• [About this exercise]
Below are some records. How many of their lines contain the string "Almendra"? Give the number only.

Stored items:
---*---

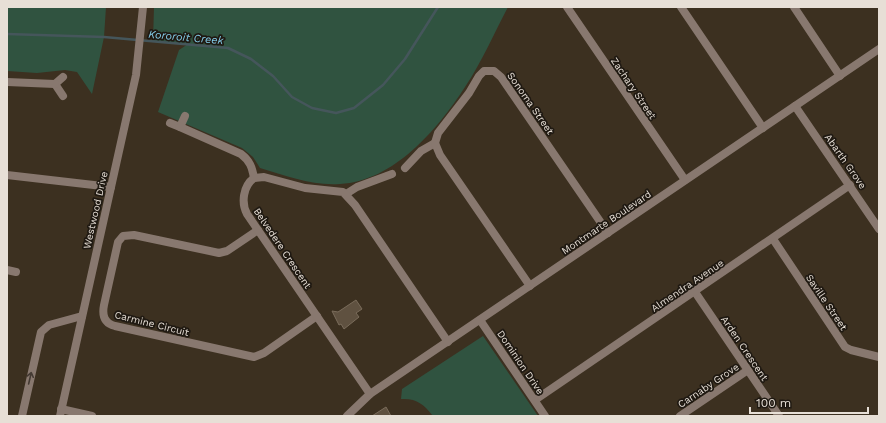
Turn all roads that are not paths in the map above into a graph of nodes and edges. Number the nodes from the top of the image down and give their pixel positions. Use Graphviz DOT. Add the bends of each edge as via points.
graph roads {
  1 [pos="143,7"];
  2 [pos="567,7"];
  3 [pos="681,7"];
  4 [pos="794,7"];
  5 [pos="878,53"];
  6 [pos="840,76"];
  7 [pos="63,77"];
  8 [pos="7,82"];
  9 [pos="55,84"];
  10 [pos="63,96"];
  11 [pos="795,106"];
  12 [pos="185,116"];
  13 [pos="170,123"];
  14 [pos="180,127"];
  15 [pos="763,128"];
  16 [pos="435,143"];
  17 [pos="405,168"];
  18 [pos="392,174"];
  19 [pos="7,175"];
  20 [pos="254,178"];
  21 [pos="685,180"];
  22 [pos="850,185"];
  23 [pos="111,187"];
  24 [pos="346,194"];
  25 [pos="879,229"];
  26 [pos="258,230"];
  27 [pos="608,233"];
  28 [pos="773,239"];
  29 [pos="7,270"];
  30 [pos="16,272"];
  31 [pos="530,286"];
  32 [pos="695,292"];
  33 [pos="82,316"];
  34 [pos="317,316"];
  35 [pos="480,320"];
  36 [pos="448,342"];
  37 [pos="879,357"];
  38 [pos="748,370"];
  39 [pos="370,394"];
  40 [pos="535,400"];
  41 [pos="60,413"];
  42 [pos="22,416"];
  43 [pos="92,416"];
  44 [pos="347,416"];
  45 [pos="545,416"];
  46 [pos="680,416"];
  47 [pos="779,416"];
  1 -- 23 [label="street, Westwood Drive" via="136,75"];
  2 -- 21 [label="street, Zachary Street"];
  3 -- 15 [label="street"];
  4 -- 6 [label="street"];
  5 -- 6 [label="street, Montmarte Boulevard"];
  6 -- 11 [label="street, Montmarte Boulevard"];
  7 -- 9 [label="street"];
  8 -- 9 [label="street"];
  9 -- 10 [label="street"];
  11 -- 15 [label="street, Montmarte Boulevard"];
  11 -- 22 [label="street, Abarth Grove"];
  12 -- 14 [label="street"];
  13 -- 14 [label="street"];
  14 -- 20 [label="street" via="241,154 252,166"];
  15 -- 21 [label="street, Montmarte Boulevard"];
  16 -- 17 [label="street" via="421,151"];
  16 -- 27 [label="street, Sonoma Street" via="438,133 470,93 481,73 487,70 494,71 504,81"];
  16 -- 31 [label="street" via="440,155"];
  18 -- 24 [label="street" via="357,187"];
  19 -- 23 [label="street"];
  20 -- 24 [label="street" via="264,177 305,188 342,191"];
  20 -- 26 [label="street, Belvedere Crescent" via="247,186 244,205"];
  21 -- 27 [label="street, Montmarte Boulevard"];
  22 -- 25 [label="street, Abarth Grove"];
  22 -- 28 [label="street, Almendra Avenue"];
  23 -- 33 [label="street, Westwood Drive"];
  24 -- 36 [label="street"];
  26 -- 34 [label="street, Belvedere Crescent"];
  26 -- 34 [label="street, Carmine Circuit" via="227,251 219,253 134,235 123,236 118,242 103,310 106,322 254,357 264,353"];
  27 -- 31 [label="street, Montmarte Boulevard"];
  28 -- 32 [label="street, Almendra Avenue"];
  28 -- 37 [label="street, Saville Street" via="845,347"];
  29 -- 30 [label="street"];
  31 -- 35 [label="street, Montmarte Boulevard"];
  32 -- 38 [label="street, Arden Crescent"];
  32 -- 40 [label="street, Almendra Avenue"];
  33 -- 41 [label="street, Westwood Drive"];
  42 -- 33 [label="street, one-way" via="41,332 49,325"];
  34 -- 39 [label="street, Belvedere Crescent"];
  35 -- 36 [label="street, Montmarte Boulevard"];
  35 -- 40 [label="street, Dominion Drive"];
  36 -- 39 [label="street, Montmarte Boulevard"];
  38 -- 46 [label="street, Carnaby Grove"];
  38 -- 47 [label="street, Arden Crescent"];
  39 -- 44 [label="street, Montmarte Boulevard"];
  40 -- 45 [label="street, Dominion Drive"];
  41 -- 43 [label="street"];
}
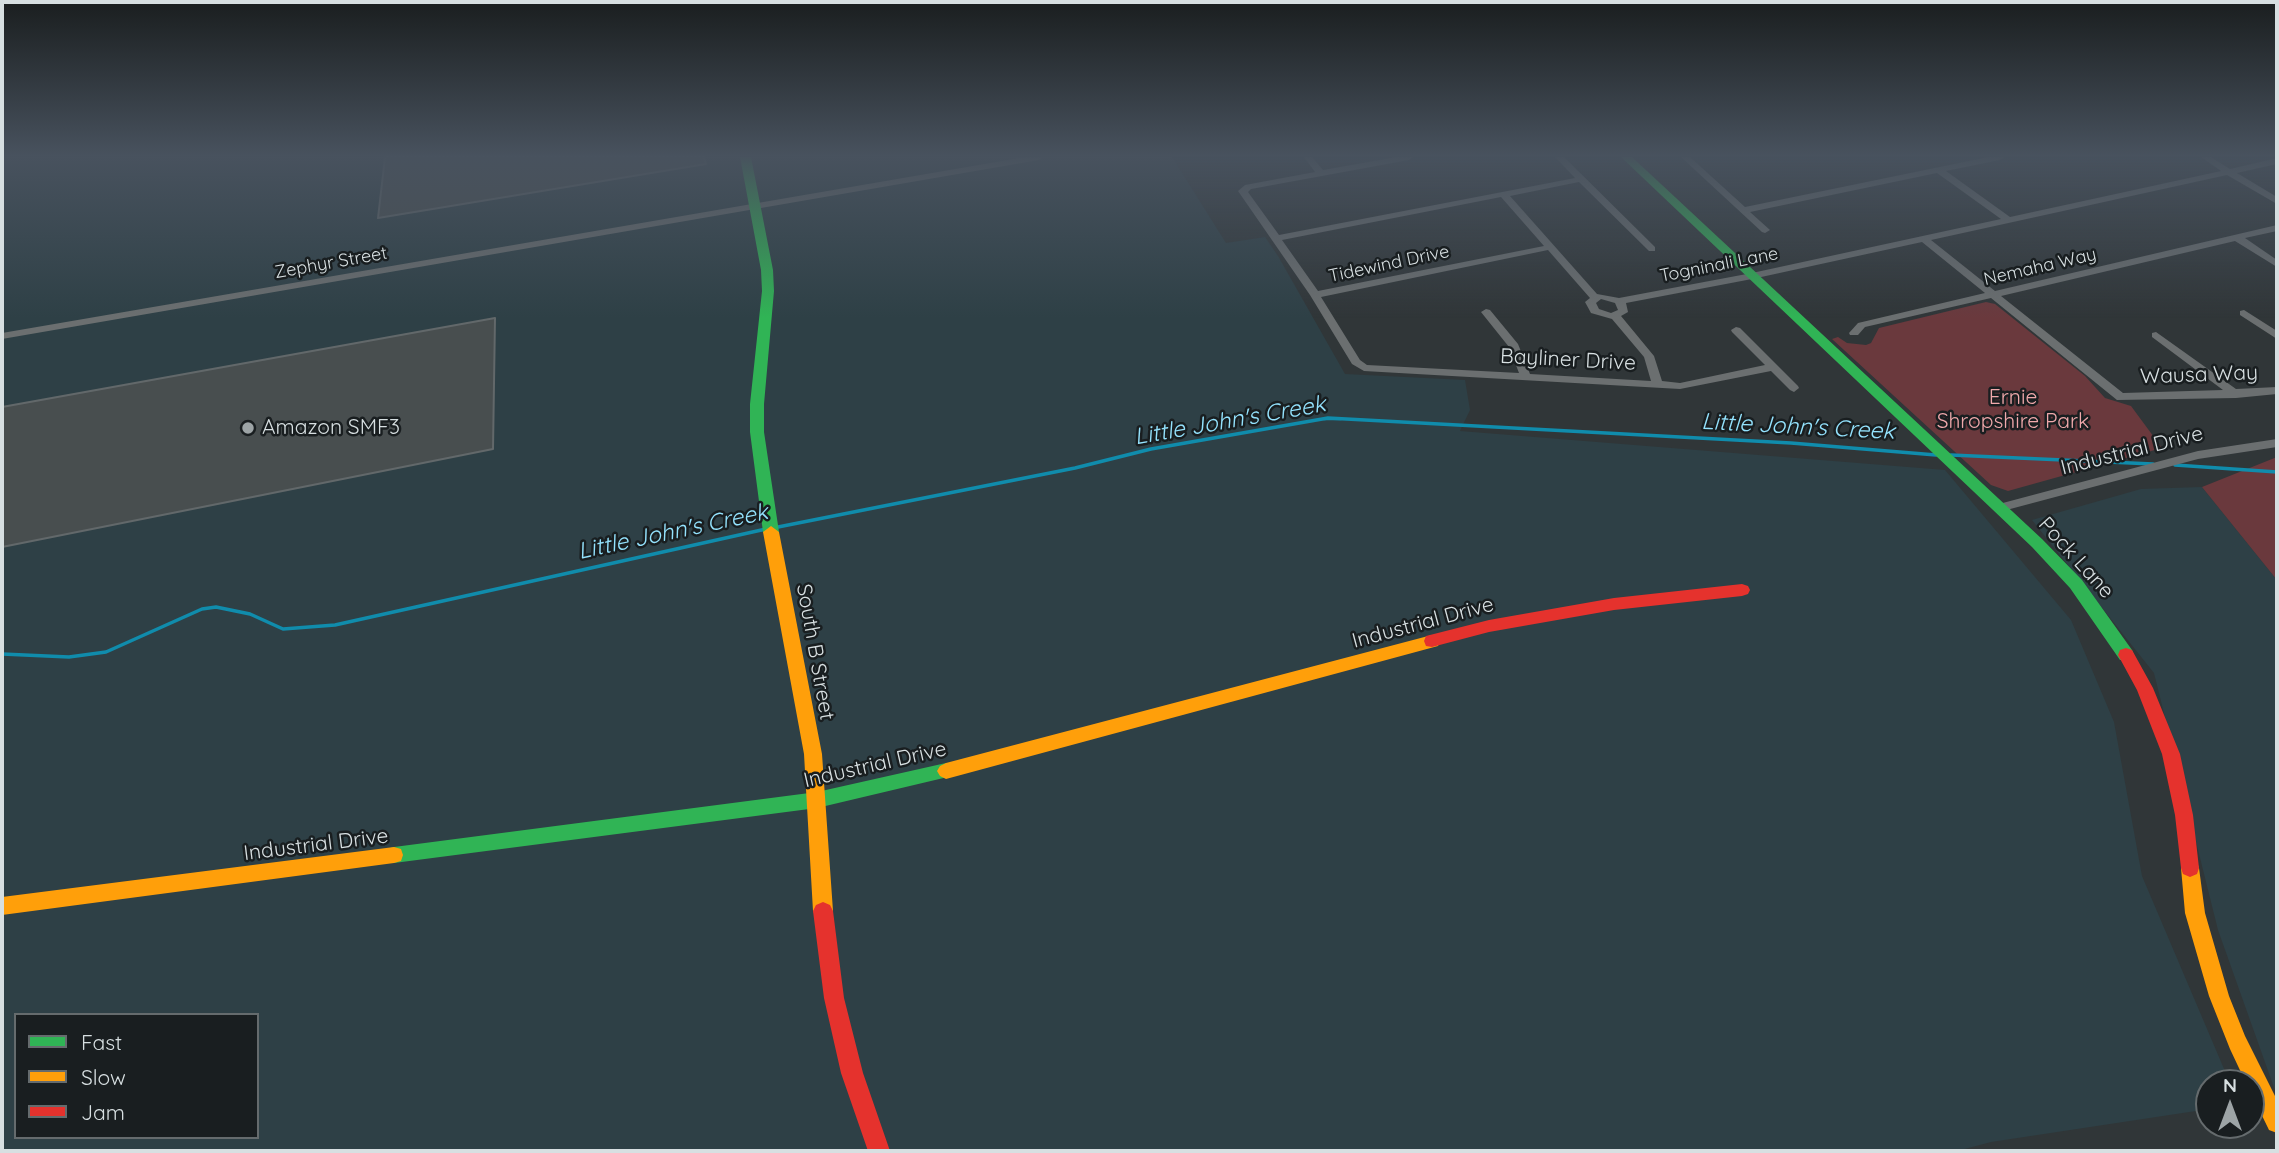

---*---

• [Response]
3